I wound up talking with Mr. Hope for about twenty minutes — about his movies, about his co-stars, about whatever came to mind. I told him how I used to sneak in to watch him tape his specials at NBC Burbank.  Every time Hope got a line wrong, he'd yell at his cue card guy, Barney McNulty, like it was Barney's fault.  When I mentioned that, he said to me, "We paid Barney real well to take the blame because I never learned how to read."  Then he told me some affectionate stories about Barney.

I asked him about the Bob Hope comic book that DC Comics published for eighteen years and he told me he had a complete collection and someday, might get around to reading one of them. And of course, I asked him about It's a Mad, Mad, Mad, Mad World and why he wasn't in it. His reply went roughly like this…

Yeah, they really wanted me in it. Stanley Kramer must've called me a half-dozen times and I wanted to do it. All my friends were in it. The trouble was I was under contract to a movie studio at the time. I owed them a picture and I kept turning down these terrible scripts they sent me and they were getting impatient. So when I went to them and asked if I could do a bit part in Stanley's picture, they said, "Not until you commit to a start date on that picture you owe us" and I wasn't about to say yes to one of those lousy scripts.

I also asked him if he had any idea what he would have done in the film if he had been in it. He had no idea. I'm fairly certain it would have been a quick cameo that would have been written expressly for him. He would not have played a part that someone else played in the movie.

That was all I got out of him and his answer raised some questions I was not prepared to ask at that moment. Mad World began filming on April 26, 1962. At the time, Hope was filming Critic's Choice for Warner Brothers and then the next film he made was Call Me Bwana, which began filming in September of that year. Call Me Bwana was made for a company called Danjaq that made a lot of the early James Bond films and released its movies through United Artists — the same company that released It's a Mad, Mad, Mad, Mad World.
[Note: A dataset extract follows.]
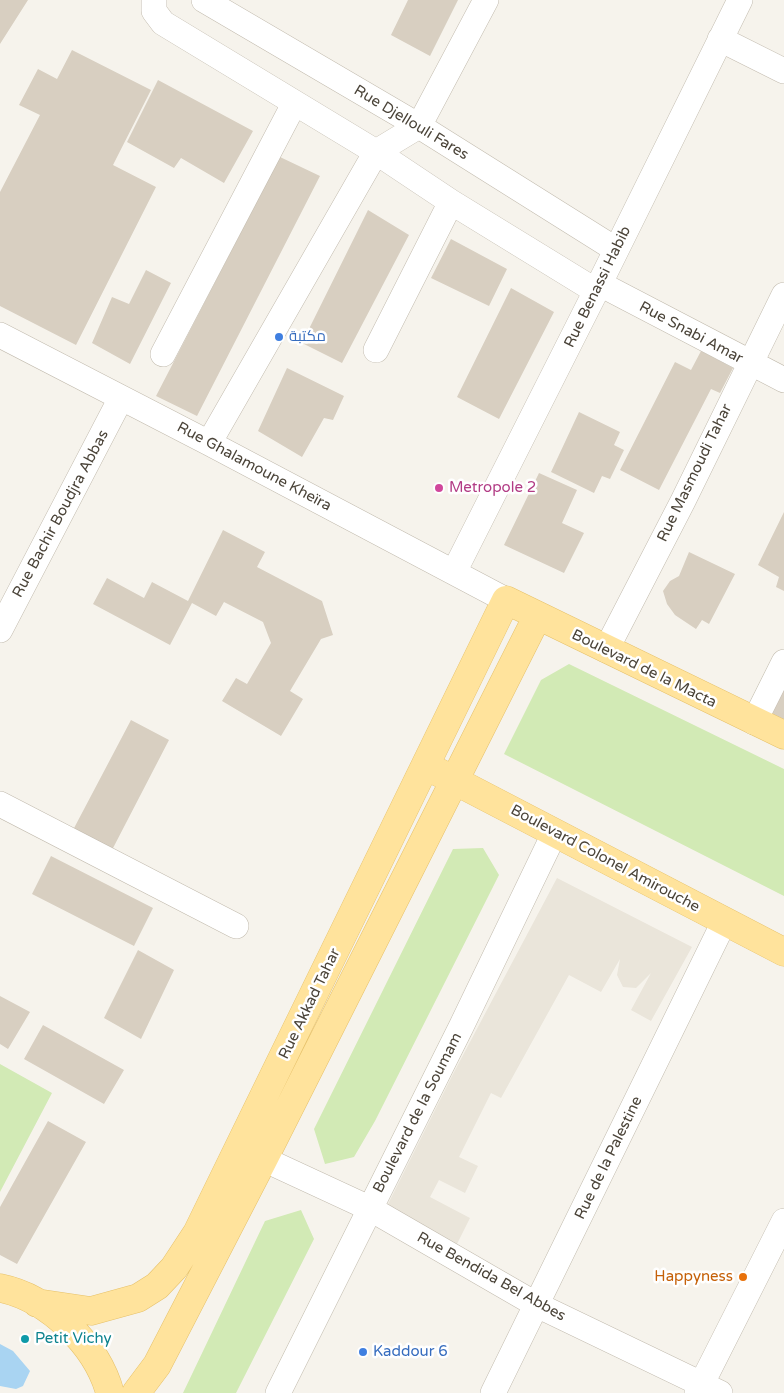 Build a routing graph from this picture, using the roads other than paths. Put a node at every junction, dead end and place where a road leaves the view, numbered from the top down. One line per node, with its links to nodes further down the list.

I can't quite figure this out. Why would Hope sign to do a picture with Danjaq if they didn't have a script he wanted to do? Or if the company he owed a picture to was United Artists, why wouldn't they let him do a cameo in a film they were distributing? At the time he officially committed to Call Me Bwana, Mad World was still in production…so I don't get it. Maybe Hope was committed to yet another company, they refused his request to do Mad World and later that deal was canceled…but then he still would have had time to do a day on Mad World before he started.  Or maybe…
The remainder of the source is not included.